Data listing —
::::::::::

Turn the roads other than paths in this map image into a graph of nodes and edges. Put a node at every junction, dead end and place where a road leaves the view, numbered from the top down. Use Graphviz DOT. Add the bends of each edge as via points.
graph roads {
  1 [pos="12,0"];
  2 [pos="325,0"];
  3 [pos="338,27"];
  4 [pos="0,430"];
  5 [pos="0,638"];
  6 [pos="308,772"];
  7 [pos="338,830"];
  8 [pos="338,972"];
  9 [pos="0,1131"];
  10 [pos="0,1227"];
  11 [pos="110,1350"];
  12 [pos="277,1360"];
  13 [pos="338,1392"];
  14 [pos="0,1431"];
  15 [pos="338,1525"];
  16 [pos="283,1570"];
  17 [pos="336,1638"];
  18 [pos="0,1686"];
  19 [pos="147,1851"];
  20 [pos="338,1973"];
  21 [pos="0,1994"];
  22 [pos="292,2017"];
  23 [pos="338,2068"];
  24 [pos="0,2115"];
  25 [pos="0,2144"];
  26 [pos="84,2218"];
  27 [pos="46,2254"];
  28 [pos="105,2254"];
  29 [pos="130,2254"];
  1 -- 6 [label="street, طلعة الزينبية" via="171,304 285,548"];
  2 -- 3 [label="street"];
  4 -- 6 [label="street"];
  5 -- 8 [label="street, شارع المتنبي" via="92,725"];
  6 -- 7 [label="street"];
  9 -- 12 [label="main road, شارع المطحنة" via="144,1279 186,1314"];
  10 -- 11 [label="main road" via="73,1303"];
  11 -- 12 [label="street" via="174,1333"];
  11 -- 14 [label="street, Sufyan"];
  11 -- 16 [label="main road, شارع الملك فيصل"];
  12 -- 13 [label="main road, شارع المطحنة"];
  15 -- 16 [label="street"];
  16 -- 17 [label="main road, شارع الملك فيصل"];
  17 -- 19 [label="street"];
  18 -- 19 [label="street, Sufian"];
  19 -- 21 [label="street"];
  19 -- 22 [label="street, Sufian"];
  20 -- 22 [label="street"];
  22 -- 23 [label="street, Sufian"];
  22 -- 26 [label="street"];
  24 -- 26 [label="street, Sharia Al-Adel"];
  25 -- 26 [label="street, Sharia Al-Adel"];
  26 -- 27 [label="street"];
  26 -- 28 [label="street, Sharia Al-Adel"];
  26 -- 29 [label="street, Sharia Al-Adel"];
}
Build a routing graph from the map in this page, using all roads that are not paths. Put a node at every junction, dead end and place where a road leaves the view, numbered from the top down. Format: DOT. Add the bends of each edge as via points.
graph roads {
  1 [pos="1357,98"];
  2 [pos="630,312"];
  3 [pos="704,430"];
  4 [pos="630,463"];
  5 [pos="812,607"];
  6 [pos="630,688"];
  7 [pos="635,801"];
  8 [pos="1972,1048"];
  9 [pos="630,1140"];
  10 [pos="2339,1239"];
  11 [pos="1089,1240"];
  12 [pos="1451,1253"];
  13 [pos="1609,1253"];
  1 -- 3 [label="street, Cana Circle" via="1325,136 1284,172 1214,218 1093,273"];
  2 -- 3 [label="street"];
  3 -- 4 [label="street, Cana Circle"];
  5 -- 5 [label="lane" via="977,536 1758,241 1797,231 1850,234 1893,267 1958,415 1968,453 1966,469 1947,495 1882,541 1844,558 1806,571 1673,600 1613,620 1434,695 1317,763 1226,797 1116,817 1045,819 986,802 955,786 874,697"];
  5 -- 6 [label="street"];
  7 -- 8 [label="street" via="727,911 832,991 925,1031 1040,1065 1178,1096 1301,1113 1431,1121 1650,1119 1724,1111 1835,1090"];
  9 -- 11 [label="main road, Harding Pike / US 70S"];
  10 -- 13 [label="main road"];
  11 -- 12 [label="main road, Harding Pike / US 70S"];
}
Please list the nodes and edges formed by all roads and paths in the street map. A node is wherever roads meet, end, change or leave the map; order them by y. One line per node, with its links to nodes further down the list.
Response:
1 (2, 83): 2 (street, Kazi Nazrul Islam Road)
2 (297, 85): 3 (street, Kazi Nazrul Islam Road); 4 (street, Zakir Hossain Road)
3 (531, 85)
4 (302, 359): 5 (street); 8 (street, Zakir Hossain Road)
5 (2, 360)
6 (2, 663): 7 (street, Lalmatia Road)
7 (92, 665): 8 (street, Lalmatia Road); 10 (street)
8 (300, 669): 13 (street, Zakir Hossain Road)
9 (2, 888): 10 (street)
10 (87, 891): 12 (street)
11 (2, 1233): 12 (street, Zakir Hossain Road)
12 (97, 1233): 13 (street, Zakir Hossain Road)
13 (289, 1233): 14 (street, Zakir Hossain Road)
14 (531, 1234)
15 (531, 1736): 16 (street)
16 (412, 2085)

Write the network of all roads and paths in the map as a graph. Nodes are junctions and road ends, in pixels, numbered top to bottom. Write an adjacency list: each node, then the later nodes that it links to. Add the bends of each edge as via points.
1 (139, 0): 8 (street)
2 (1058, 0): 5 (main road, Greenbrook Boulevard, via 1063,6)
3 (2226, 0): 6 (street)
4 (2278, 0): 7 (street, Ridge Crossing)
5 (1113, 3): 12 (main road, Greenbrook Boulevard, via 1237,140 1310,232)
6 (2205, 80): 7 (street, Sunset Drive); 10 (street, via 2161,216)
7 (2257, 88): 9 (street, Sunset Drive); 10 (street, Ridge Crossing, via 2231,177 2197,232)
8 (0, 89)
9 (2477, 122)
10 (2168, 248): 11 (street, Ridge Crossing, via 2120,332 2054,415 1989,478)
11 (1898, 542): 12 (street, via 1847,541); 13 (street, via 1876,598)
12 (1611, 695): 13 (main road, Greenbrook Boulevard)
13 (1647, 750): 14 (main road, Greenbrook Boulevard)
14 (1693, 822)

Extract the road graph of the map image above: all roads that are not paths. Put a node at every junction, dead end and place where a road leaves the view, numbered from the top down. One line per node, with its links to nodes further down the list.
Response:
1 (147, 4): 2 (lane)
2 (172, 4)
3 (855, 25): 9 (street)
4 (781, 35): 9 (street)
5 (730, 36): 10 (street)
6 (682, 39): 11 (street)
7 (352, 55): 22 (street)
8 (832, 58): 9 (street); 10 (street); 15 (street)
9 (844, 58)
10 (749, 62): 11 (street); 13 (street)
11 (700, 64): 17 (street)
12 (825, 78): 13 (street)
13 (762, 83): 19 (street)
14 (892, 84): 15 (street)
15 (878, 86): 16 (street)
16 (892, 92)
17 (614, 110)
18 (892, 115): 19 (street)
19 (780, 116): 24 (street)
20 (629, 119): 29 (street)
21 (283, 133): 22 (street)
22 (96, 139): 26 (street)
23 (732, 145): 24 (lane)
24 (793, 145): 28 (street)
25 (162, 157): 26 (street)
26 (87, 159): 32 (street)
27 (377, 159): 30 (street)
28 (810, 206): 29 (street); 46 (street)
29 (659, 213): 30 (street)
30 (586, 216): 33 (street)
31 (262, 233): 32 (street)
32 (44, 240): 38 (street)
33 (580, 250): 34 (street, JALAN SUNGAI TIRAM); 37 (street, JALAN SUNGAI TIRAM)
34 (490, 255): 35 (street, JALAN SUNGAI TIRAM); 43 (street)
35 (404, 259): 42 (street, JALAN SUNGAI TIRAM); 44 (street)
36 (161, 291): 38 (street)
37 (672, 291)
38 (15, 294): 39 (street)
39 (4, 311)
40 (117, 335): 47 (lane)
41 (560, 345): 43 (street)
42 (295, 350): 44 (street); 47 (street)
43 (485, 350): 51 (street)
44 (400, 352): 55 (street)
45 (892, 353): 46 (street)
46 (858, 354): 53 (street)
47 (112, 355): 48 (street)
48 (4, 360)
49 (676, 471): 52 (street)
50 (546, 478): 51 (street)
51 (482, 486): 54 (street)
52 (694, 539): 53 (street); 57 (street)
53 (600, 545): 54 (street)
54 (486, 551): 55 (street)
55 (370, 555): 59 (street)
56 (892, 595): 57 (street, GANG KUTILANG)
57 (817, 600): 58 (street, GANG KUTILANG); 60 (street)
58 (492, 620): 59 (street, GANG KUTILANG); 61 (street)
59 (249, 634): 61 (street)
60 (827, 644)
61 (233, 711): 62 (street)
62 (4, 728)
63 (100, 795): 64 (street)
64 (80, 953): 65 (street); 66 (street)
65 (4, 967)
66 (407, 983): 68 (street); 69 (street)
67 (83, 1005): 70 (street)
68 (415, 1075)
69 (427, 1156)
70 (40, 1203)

::::::::::

Task directions —
Every line above that holds the word "further" should be copied out.

Solved exercise —
Please list the nodes and edges formed by all roads and paths in the street map. A node is wherever roads meet, end, change or leave the map; order them by y. One line per node, with its links to nodes further down the list.
Extract the road graph of the map image above: all roads that are not paths. Put a node at every junction, dead end and place where a road leaves the view, numbered from the top down. One line per node, with its links to nodes further down the list.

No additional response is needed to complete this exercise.